25 July 2016

Barry is the Best

With my apologies for the crummy phone photo - this is what Barry the Hummingbird looks like when he's sitting outside on the feeder:

This is how he sees himself:

Good Books are Good: Uprooted by Naomi Novik

This book was on a list of recommended SF&F novels I bumped into a while back. I picked up a couple of them and one was trash (literally trash - I enjoyed throwing it away more than I enjoyed finishing it) but this was excellent. It has garnered numerous strong reviews and awards so you can either take my word for it or aggregate all the feedback and decide for yourself. It is excellent. Highly recommended for all readers.

24 July 2016

Musical Interlude: Alone by Marshmello

This smash hit has been described on the radio (when I was in Hell Phoenix and had to listen to the radio) as "happy trap". I don't disagree with that categorization, but I would suggest that it's more fun than happy, and who doesn't need a little more fun in their life? Your kids will probably love it, is what I'm saying.

The mixes from marshmello are kind of all over the place but probably great in person, if that's your thing. 

23 July 2016

Good Books are Good: Ventoux by Bert Wagendorp

Do you like cycling?
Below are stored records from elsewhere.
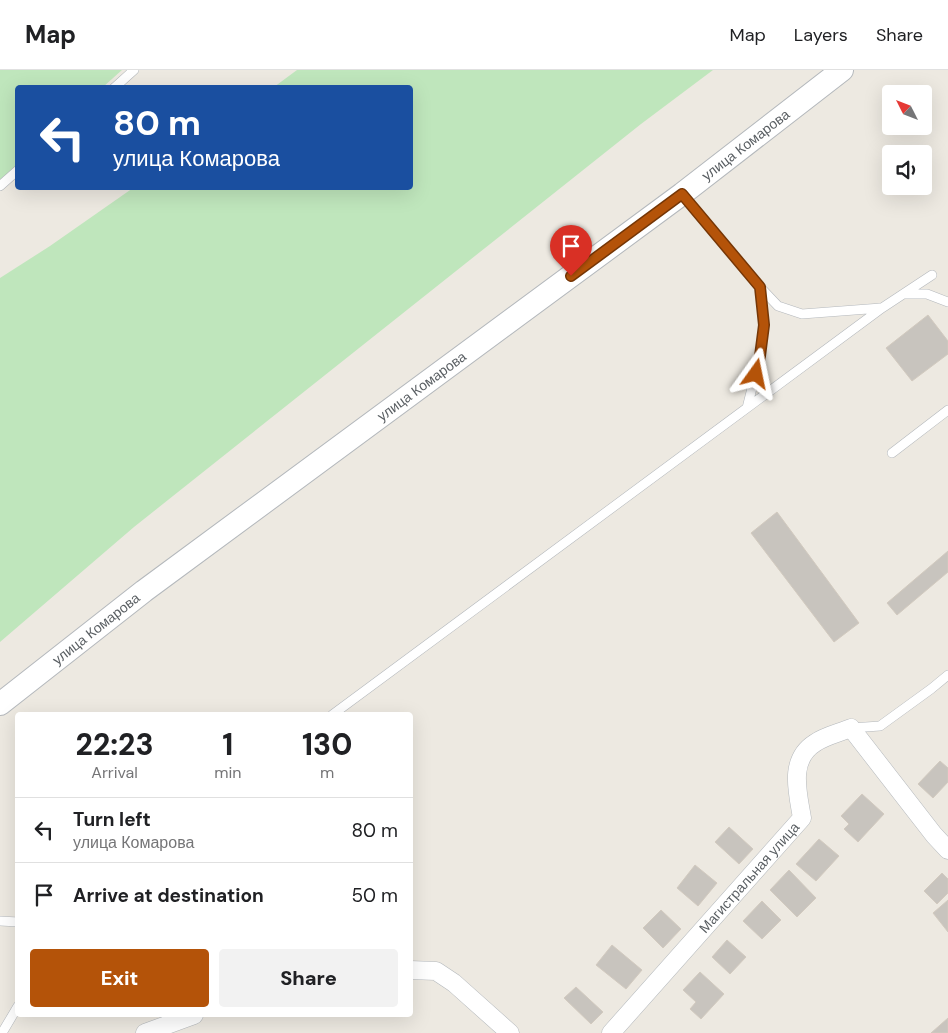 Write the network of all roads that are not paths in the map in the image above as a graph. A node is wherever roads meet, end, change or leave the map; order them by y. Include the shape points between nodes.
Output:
1 (134, 70) edge
2 (842, 70) edge
3 (117, 85) edge
4 (15, 173) edge
5 (0, 186) edge
6 (682, 194) junction
7 (932, 275) dead end
8 (760, 287) junction
9 (904, 294) junction
10 (948, 302) edge
11 (882, 308) junction
12 (747, 408) junction
13 (948, 410) edge
14 (892, 452) dead end
15 (948, 675) edge
16 (0, 704) edge
17 (336, 712) edge
18 (851, 728) junction
19 (948, 850) edge
20 (0, 921) edge
21 (15, 922) edge
22 (413, 969) edge
23 (15, 1011) edge
24 (184, 1017) edge
25 (2, 1033) edge
26 (145, 1033) edge
27 (510, 1033) edge
28 (611, 1033) edge

1 - 3 lane
2 - 6 street, улица Комарова
4 - 5 lane
6 - 8 lane
6 - 16 street, улица Комарова via 144,591
7 - 9 lane
8 - 11 lane via 778,306 802,314
8 - 12 lane via 764,325
9 - 10 lane via 927,294
9 - 11 lane
11 - 12 lane
12 - 17 lane
13 - 14 lane
15 - 18 lane via 880,726
18 - 19 street
18 - 28 street, Магистральная улица via 814,743 802,757 796,784 802,818
20 - 21 lane
22 - 27 street via 436,972 454,983
23 - 25 lane
24 - 26 street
No? Oh. What about weird coming of age stories set in the Netherlands? No? Oh. Hmm... not sure this is the book for you.

I confess I'm not much interested in cycling or coming of age stories set in the Netherlands either but this book was good. It's very much a retrospective, first-world problems, white middle-aged guy story. (Dutch people LOVED it - they bought hundreds of thousands of copies, made a movie out of it, etc.) I fit the target demographic and as such the book appealed to me on levels that may not appeal to you. If you regularly read Jodi Picoult or Nicholas Sparks novels then you should maybe give this one a pass. (And also you should read better books.) 

It is a difficult novel to classify - kids grow up? Kids go cycling? Bad things happen? Adults go cycling? No idea. I liked it. You might not. It's that kind book. 

Long Time No Talk

Not Actually a Bond Villain
Two weeks between posts is a long time. We have have so much to talk about! I usually fill this space with rhetoric about politics but our current two-party system has delivered only two options for a presidential candidate. One is a warmongering (though otherwise moderate) Republican, and the other is a barely sentient, toad-shaped blob of orange whip. What's a voter to do? One is bad, the other is worse. Sam Harris says he will 'hold his nose and vote for Hillary', which is an endorsement, I guess.
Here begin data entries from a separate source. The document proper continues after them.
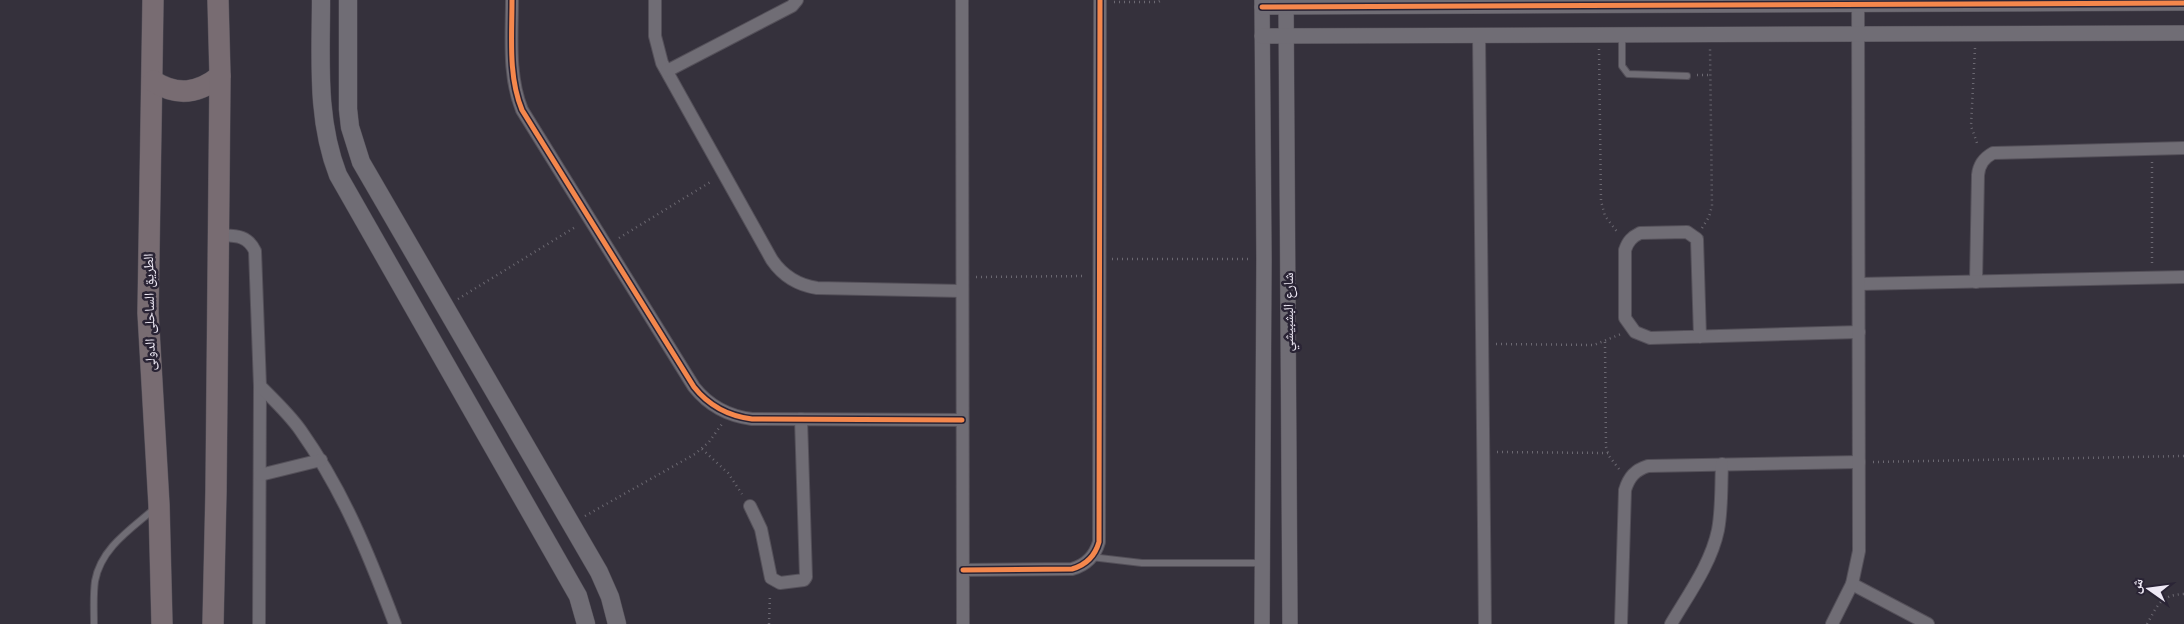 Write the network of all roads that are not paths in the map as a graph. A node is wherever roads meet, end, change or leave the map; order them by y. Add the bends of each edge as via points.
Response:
1 (153, 0) edge
2 (218, 0) edge
3 (321, 0) edge
4 (348, 0) edge
5 (512, 0) edge
6 (655, 0) edge
7 (797, 0) edge
8 (962, 0) edge
9 (1100, 1) edge
10 (1858, 2) edge
11 (1262, 3) edge
12 (1286, 3) edge
13 (2184, 3) edge
14 (2184, 33) edge
15 (1858, 34) junction
16 (1622, 35) junction
17 (1262, 36) junction
18 (1286, 36) junction
19 (1479, 36) junction
20 (667, 71) junction
21 (220, 76) junction
22 (1687, 76) dead end
23 (153, 80) junction
24 (2184, 148) edge
25 (218, 236) junction
26 (2184, 276) edge
27 (1976, 282) junction
28 (962, 284) junction
29 (1859, 284) junction
30 (1859, 332) junction
31 (1700, 337) junction
32 (260, 386) junction
33 (801, 419) junction
34 (962, 420) junction
35 (321, 460) junction
36 (1859, 462) junction
37 (1722, 464) junction
38 (260, 475) junction
39 (159, 505) junction
40 (750, 506) road end
41 (1092, 557) junction
42 (1263, 563) junction
43 (1290, 563) junction
44 (963, 570) junction
45 (1852, 584) junction
46 (94, 624) edge
47 (162, 624) edge
48 (213, 624) edge
49 (259, 624) edge
50 (395, 624) edge
51 (586, 624) edge
52 (617, 624) edge
53 (963, 624) edge
54 (1262, 624) edge
55 (1290, 624) edge
56 (1485, 624) edge
57 (1621, 624) edge
58 (1671, 624) edge
59 (1832, 624) edge
60 (1928, 624) edge

1 - 23 highway, الطريق الساحلى الدولى
2 - 21 highway
3 - 51 main road via 322,117 338,175 578,596
4 - 52 main road via 348,109 354,144 369,178 605,584
5 - 33 street via 513,76 519,102 694,387 708,402 726,413 752,419
6 - 20 street via 656,45
7 - 20 street via 792,6
8 - 28 street
9 - 41 street via 1099,542
10 - 12 street
10 - 13 street
10 - 15 street
11 - 12 street
11 - 17 street, شارع البشبيشي
12 - 18 street, شارع البشبيشي
14 - 15 street
15 - 16 street
15 - 29 street
16 - 19 street
16 - 22 lane via 1622,66 1628,74
17 - 18 street
17 - 42 street, شارع البشبيشي
18 - 19 street
18 - 43 street, شارع البشبيشي
19 - 56 street
20 - 28 street via 772,260 786,276 817,288
21 - 23 highway via 199,90 187,92 174,91
21 - 25 highway
23 - 39 highway, الطريق الساحلى الدولى via 148,313
24 - 27 street via 1993,153 1986,157 1978,175
25 - 32 street via 240,236 252,244 255,251
25 - 48 highway
26 - 27 street
27 - 29 street
28 - 34 street
29 - 30 street
30 - 31 street
30 - 36 street
31 - 31 street via 1698,244 1694,236 1687,232 1640,234 1629,241 1625,250 1625,318 1631,328 1650,338
32 - 35 street via 300,429
32 - 38 street
33 - 34 street
33 - 40 street via 806,577 803,581 780,583 769,575 761,528
34 - 44 street
35 - 38 street
35 - 50 street via 366,547
36 - 37 street
36 - 45 street via 1859,551
37 - 57 street via 1648,466 1630,477 1625,490
37 - 58 street via 1716,540
38 - 49 street
39 - 46 lane via 105,556 95,580
39 - 47 highway, الطريق الساحلى الدولى
41 - 42 lane via 1142,563
41 - 44 street via 1072,569
42 - 43 street
42 - 54 street, شارع البشبيشي
43 - 55 street, شارع البشبيشي
44 - 53 street
45 - 59 street
45 - 60 street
Anyway congrats to Drumpf on his nomination. He makes G.W. Bush look like a polished statesman, so it's true that money can really buy anything. I look forward to seeing how he blusters and bullies his way through debates. It will be difficult for a craven politician like Hillary to take him seriously, because he is not a serious man. He is a spoiled brat playing the tough guy, and that plays well with the faux-tough electorate looking to blame someone besides themselves for their declining economic influence. The only thing more embarrassing than his candidacy are the people that believe his nonsense. For a party that got extremely bent out of shape over Obama's ambiguities and vagaries back in 2008 the GOP faithful seem to be very content to let Drumpf free associate platitudes. Funny how that works.

Election season! Get excited!

10 July 2016

Read It: All Quiet On the Western Front

I picked up a copy of All Quiet on the Western Front to re-read. *(They can be had on amazon for pennies, plus shipping.) There is a very informative series of videos on youtube that can get you caught up on all the minutiae of WWI, and there are a great many historical novels that can do the same. These overarching narratives will talk at length about troop movements, and shells fired, and lives lost. So many lives lost. Too many to count. It was a nightmare beyond reckoning.

Through all that numbing information the actual cost and consequences of the war get lost. It's all well and good to know that the troops were in one place or another, but what where they doing? All Quiet On the Western Front makes an effort to bring that to light. It is a superb book that is just as thoroughly modern and relevant today as it was the day it was published in 1929.

Mostly they were trying to kill other people, at which they excelled, and also they were trying not to die, at which they did not.

The book itself is a slim volume that can be read through in a few sittings, if you have the stomach for it. More likely you will have to read it in smaller sections, as the wretched misery of trench warfare in 1916 is only occasionally interrupted by 'happy' moments.

If you read only one book about WWI, or only one book about war in general, then this is the book to read.